__Task statement__. Across the records that follow, determine how many lines contain "junctions" and give only the resulting number.

__Data supplied__.
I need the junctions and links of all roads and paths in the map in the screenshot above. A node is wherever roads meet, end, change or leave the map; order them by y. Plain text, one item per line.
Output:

==

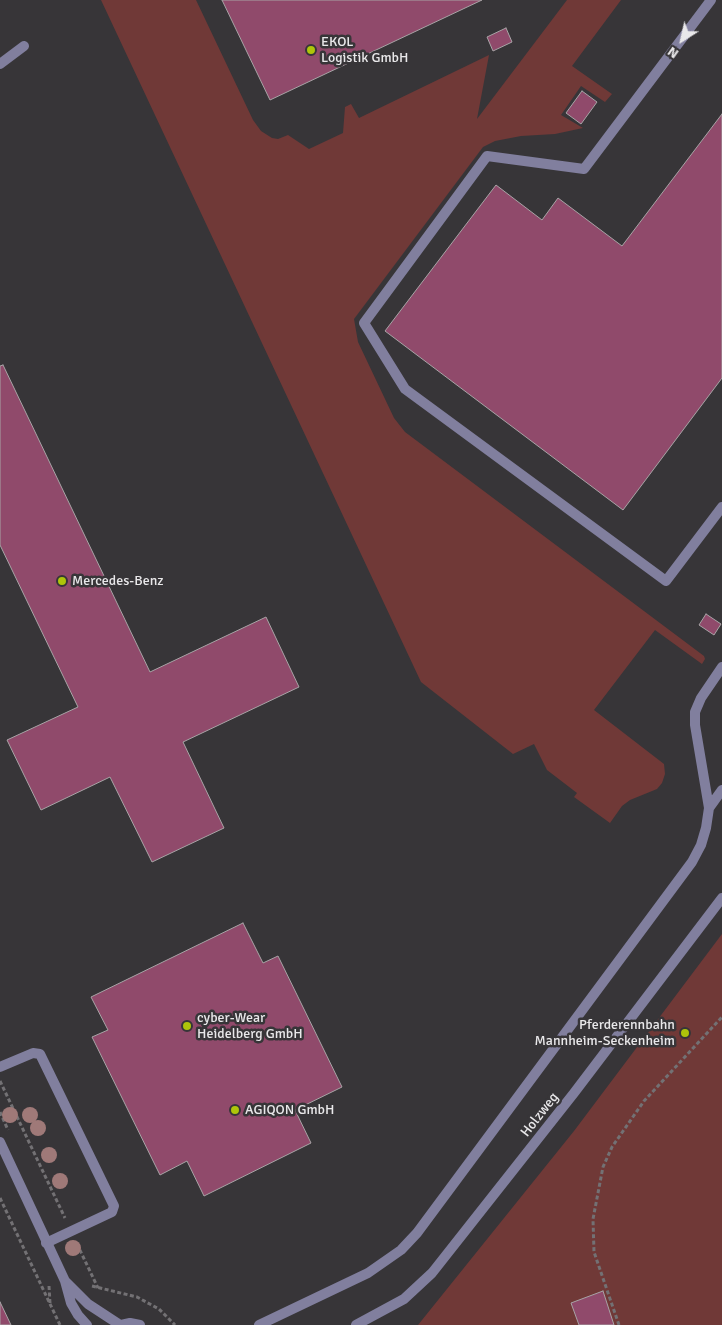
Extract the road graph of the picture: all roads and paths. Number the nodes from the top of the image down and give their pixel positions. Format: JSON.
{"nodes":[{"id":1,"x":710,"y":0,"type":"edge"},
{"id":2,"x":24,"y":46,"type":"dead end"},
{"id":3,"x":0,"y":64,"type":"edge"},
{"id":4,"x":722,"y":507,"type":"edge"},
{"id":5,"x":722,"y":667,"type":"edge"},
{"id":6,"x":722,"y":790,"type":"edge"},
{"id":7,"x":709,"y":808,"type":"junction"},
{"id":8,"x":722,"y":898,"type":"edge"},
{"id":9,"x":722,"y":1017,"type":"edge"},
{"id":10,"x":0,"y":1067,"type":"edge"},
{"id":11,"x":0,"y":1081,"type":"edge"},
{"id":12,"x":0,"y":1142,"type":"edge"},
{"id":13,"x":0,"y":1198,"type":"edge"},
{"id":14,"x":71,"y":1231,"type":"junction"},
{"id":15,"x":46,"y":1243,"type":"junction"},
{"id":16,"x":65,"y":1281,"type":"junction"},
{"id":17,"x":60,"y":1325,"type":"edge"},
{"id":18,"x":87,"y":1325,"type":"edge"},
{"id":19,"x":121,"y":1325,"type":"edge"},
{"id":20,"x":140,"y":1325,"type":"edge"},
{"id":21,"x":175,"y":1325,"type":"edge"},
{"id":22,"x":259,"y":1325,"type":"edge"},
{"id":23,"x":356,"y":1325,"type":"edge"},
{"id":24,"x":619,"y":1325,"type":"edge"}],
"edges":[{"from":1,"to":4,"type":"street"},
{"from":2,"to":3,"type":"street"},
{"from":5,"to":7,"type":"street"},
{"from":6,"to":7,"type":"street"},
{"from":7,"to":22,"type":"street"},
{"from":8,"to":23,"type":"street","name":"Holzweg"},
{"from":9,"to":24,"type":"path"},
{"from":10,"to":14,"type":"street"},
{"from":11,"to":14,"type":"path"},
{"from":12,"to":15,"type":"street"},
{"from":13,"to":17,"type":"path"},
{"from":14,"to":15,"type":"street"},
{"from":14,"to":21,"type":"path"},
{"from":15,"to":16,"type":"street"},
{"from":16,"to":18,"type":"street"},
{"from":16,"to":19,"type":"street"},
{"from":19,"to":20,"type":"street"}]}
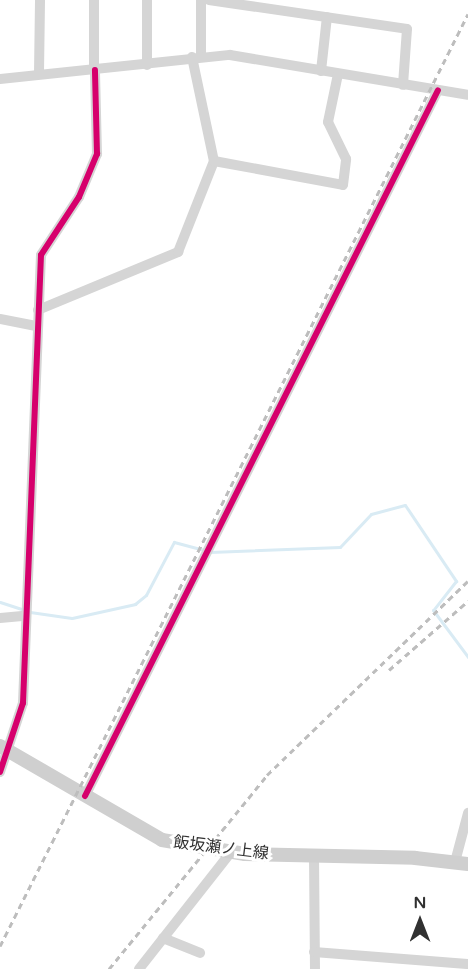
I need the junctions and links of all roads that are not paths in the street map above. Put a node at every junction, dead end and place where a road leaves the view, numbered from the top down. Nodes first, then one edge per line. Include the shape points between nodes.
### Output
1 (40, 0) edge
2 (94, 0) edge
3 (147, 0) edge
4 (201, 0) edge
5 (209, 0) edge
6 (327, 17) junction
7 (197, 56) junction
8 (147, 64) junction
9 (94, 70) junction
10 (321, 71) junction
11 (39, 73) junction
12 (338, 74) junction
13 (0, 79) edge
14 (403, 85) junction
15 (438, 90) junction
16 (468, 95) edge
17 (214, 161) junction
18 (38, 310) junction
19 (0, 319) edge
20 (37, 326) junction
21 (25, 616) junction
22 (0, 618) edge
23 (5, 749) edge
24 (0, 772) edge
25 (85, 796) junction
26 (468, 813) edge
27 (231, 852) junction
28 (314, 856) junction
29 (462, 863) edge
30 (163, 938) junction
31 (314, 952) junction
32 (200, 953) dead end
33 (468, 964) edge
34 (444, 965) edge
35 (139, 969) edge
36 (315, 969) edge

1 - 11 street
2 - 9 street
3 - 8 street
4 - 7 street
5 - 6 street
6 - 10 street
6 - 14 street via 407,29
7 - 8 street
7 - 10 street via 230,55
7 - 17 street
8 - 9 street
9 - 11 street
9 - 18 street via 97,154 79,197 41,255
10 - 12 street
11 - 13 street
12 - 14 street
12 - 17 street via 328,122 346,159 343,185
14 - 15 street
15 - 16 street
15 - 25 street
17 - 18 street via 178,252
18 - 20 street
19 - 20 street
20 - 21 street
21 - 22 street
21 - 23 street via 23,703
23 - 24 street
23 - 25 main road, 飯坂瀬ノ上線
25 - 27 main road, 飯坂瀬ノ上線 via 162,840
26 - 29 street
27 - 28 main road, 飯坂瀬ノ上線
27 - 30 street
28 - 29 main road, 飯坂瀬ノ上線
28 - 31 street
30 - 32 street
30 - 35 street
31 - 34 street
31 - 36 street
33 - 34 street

__Solution__. 2